Despite the drippiness, they tasted great. I've reduced the sugar in the pastry cream recipe below to even less than I used for mine, as it was still a bit too sweet. The pastry cream gave moisture to the cakes and played off the crunchiness perfectly. The lemon note didn't really come through, but I didn't want it to be too obvious anyway.  

Apologies for the lighting in these photos - it got a bit dark before I managed to take photos. 


Poppy Seed Butterfly Cakes

Edit: I've removed the recipe as I'm not happy with it and don't want you to try it and be disappointed.


Sunday, 6 June 2010

Malteser Layer Cake



I've been wanting to make a Malteser cake for ages. I'm not entirely sure why it has been on my mind - but I'm glad it was as this cake is a little bit awesome.

Malt is one of those flavours I was never entirely sure I liked, but I've finally been convinced. The cake batter tasted fantastic, and I even had Horlicks in a cup of hot milk to help me sleep the other night.



While contemplating this cake, I thought about making Nigella's recipe for Chocolate Malteser Cake from her book 'Feast'. I decided against it because I wanted to have a pale cake to match the inside of the Maltesers and to showcase the malted flavour without the chocolate getting in the way. I didn't want the malted flavour to be very strong, but I wanted it to be just noticeable and not fade into just another chocolate cake.

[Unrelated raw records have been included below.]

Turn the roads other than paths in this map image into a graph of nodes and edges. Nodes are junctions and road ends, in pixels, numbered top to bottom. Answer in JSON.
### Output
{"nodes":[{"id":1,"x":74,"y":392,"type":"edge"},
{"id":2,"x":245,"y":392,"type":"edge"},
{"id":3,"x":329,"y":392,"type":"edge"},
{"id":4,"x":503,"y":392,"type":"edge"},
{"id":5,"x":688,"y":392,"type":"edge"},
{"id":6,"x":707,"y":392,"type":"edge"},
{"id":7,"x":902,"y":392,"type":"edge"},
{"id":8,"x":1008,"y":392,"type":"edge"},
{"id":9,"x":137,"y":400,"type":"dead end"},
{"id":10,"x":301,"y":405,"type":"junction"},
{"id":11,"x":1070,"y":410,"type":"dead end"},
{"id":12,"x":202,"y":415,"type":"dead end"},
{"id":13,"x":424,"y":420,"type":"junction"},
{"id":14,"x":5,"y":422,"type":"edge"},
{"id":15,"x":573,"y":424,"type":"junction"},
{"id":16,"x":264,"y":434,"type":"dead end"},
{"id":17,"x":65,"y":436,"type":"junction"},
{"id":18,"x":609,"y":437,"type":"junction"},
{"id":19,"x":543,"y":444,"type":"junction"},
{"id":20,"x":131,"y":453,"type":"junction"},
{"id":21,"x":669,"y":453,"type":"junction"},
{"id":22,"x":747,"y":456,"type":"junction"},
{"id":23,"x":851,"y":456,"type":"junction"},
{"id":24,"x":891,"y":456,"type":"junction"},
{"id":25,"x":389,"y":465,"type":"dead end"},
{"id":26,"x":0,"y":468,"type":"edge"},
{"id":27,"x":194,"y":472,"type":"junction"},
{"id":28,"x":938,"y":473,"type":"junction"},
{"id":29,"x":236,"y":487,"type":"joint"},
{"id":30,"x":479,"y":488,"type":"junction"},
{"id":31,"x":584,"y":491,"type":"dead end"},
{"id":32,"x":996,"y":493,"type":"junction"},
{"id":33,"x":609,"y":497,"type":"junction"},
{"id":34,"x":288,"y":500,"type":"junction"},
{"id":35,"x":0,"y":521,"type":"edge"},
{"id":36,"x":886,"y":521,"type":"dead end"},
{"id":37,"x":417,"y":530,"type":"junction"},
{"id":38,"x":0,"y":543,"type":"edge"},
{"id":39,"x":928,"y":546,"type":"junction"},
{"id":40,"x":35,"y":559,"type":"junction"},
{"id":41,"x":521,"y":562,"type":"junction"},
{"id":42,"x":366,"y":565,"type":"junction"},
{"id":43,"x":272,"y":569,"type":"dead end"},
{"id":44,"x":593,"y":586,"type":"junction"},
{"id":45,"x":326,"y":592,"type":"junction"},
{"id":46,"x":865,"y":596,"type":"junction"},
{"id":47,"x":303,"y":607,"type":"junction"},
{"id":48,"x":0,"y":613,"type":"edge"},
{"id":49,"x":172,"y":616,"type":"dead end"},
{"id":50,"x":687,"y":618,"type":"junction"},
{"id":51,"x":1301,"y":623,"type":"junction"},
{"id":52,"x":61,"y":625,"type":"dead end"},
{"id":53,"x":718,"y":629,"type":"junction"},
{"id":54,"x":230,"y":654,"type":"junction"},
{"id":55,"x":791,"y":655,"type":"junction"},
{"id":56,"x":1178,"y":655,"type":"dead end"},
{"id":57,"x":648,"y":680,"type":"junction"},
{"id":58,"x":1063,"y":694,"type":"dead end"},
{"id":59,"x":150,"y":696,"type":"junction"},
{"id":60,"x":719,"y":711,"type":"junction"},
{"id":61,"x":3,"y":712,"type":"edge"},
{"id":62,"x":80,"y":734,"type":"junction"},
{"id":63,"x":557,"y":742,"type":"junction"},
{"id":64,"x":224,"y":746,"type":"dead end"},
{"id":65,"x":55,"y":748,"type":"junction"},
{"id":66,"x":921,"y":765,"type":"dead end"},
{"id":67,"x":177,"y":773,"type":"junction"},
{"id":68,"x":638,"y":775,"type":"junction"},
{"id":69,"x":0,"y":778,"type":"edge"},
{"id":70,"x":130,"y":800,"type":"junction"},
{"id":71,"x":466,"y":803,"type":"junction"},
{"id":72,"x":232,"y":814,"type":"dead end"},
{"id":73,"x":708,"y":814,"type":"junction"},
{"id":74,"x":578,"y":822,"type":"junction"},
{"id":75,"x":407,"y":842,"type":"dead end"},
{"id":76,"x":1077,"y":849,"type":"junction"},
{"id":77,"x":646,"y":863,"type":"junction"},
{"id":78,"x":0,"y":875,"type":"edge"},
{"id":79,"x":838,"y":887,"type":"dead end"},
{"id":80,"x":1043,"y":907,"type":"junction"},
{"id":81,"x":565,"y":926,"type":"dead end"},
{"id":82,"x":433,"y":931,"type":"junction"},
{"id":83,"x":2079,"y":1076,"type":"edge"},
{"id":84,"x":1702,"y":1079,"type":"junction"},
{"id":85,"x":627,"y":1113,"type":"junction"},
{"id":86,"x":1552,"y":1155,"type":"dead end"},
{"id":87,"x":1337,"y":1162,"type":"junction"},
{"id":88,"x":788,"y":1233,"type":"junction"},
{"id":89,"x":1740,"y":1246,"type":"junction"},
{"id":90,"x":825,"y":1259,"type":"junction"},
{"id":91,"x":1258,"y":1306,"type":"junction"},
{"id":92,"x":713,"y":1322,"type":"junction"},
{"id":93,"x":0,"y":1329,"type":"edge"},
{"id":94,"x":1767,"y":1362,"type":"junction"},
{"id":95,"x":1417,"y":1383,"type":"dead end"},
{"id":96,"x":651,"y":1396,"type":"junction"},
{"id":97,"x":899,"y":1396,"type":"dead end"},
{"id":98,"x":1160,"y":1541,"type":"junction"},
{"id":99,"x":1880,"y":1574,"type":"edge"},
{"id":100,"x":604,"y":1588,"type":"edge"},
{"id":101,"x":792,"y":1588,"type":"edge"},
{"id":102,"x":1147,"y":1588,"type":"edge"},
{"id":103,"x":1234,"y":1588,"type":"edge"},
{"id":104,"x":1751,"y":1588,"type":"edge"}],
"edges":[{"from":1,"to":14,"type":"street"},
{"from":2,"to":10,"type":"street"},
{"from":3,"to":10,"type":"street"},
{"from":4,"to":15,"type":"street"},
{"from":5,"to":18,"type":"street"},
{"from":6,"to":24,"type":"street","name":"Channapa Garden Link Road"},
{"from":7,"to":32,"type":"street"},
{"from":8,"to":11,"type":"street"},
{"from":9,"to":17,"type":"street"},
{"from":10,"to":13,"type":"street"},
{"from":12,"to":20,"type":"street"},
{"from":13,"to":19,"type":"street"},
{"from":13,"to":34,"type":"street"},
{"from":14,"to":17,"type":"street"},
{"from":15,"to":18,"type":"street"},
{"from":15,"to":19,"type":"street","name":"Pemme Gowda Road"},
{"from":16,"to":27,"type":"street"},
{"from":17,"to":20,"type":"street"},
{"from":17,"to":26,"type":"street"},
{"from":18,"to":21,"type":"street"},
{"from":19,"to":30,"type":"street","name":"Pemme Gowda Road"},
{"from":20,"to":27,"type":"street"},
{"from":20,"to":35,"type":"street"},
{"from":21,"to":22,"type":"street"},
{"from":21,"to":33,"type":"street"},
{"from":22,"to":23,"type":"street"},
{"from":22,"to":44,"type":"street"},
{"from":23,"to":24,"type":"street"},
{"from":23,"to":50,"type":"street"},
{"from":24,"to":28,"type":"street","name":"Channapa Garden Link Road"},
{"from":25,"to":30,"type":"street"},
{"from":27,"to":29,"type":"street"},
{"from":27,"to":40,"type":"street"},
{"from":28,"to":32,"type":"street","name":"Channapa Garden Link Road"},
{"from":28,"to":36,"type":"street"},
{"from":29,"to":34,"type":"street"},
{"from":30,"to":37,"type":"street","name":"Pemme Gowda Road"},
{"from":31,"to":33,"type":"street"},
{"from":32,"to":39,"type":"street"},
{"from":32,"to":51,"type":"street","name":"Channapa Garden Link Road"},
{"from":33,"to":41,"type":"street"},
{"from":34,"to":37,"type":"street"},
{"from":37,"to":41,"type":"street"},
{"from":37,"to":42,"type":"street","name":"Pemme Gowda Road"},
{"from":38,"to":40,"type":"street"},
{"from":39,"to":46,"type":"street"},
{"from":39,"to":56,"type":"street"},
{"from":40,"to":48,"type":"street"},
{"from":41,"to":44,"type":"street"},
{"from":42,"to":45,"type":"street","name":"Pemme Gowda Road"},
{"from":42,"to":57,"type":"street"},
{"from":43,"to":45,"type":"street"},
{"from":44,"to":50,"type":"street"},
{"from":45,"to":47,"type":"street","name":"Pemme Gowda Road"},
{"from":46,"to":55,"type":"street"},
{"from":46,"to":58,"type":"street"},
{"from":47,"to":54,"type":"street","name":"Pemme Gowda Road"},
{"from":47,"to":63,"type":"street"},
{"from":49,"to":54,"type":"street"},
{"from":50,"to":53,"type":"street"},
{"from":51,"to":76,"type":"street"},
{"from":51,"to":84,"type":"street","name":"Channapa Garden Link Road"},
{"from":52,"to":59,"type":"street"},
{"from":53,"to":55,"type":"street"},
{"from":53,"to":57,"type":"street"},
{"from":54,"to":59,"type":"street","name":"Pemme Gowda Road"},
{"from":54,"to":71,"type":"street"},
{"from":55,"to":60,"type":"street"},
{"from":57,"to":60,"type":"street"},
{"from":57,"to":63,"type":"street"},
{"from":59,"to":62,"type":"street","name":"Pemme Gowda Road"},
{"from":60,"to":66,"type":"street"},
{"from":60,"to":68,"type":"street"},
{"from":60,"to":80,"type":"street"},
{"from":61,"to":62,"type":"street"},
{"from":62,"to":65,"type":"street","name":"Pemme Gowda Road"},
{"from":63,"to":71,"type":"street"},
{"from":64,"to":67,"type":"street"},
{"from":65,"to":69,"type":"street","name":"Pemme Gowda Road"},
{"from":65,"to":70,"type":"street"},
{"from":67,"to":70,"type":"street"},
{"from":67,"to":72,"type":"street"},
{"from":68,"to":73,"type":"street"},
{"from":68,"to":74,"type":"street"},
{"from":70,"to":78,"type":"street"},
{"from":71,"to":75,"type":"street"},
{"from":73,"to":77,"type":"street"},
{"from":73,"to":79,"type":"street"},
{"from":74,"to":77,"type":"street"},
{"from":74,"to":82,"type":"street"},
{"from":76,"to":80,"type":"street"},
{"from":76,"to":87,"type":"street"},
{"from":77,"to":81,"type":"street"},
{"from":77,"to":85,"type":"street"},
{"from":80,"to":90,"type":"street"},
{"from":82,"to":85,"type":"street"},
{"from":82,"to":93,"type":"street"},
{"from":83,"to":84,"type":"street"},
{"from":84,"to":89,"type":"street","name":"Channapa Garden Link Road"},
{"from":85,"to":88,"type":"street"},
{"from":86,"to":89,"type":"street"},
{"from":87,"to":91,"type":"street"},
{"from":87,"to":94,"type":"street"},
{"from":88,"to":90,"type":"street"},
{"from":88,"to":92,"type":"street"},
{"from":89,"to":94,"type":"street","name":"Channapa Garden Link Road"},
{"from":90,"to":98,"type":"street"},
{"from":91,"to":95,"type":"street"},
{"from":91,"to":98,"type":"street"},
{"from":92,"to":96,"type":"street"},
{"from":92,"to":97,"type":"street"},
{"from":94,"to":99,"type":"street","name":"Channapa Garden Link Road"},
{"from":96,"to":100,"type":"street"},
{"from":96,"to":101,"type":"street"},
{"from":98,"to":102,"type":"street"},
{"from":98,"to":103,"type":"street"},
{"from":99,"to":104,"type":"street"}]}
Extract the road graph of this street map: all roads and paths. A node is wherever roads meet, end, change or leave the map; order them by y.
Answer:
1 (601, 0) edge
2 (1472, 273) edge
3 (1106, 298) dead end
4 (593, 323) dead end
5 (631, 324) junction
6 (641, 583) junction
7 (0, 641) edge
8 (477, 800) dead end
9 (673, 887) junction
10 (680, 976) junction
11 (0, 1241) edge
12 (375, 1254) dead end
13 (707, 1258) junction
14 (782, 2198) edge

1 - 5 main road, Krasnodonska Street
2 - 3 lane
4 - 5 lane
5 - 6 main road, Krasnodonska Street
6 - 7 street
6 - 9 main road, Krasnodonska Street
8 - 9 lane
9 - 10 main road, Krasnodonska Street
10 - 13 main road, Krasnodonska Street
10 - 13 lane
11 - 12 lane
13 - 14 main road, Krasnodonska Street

I decided that the best recipe to adapt would be our family favourite Chocolate Birthday Cake, as it uses hot chocolate powder and I thought the Horlicks would work best in a similar recipe. The milk and boiling water added at the end seems to sort of activate the flavour in both of them.



Although Maltesers are really about milk chocolate, I decided to make a dark chocolate ganache to ice the cake as I didn't want it to be too sweet. I also made it in my lovely little 5" tin, so I could get height without making a massive cake. I found that the crispy centres of the Maltesers will go soft and sort of disappear overnight as the moisture gets to them, so try and eat it the day you make it if you want the texture contrast.

I was very pleased with this - the malted taste was subtle but there, the dark ganache complemented the sweet light cake and the crispy Maltesers. Each bite had a lovely balance to it.


NOTE: This cake recipe won the Maltesers Recipe Competition!


Malteser Layer Cake

For the cakes:
130g room temperature butter
130g golden caster sugar
2 eggs
130g self raising flour
70g Horlicks
1/2 tsp baking powder
3 tbsp milk
3 tbsp boiling water

Note: As I wanted a tall cake, I used a 5" tin. I only had one so I made a half batch of the above, baked it, and then repeated the process. If you want to use normal 7-8" sandwich tins, just make the above and split between the two tins as usual (it'll make a shorter cake than the one in the pictures but will taste the same).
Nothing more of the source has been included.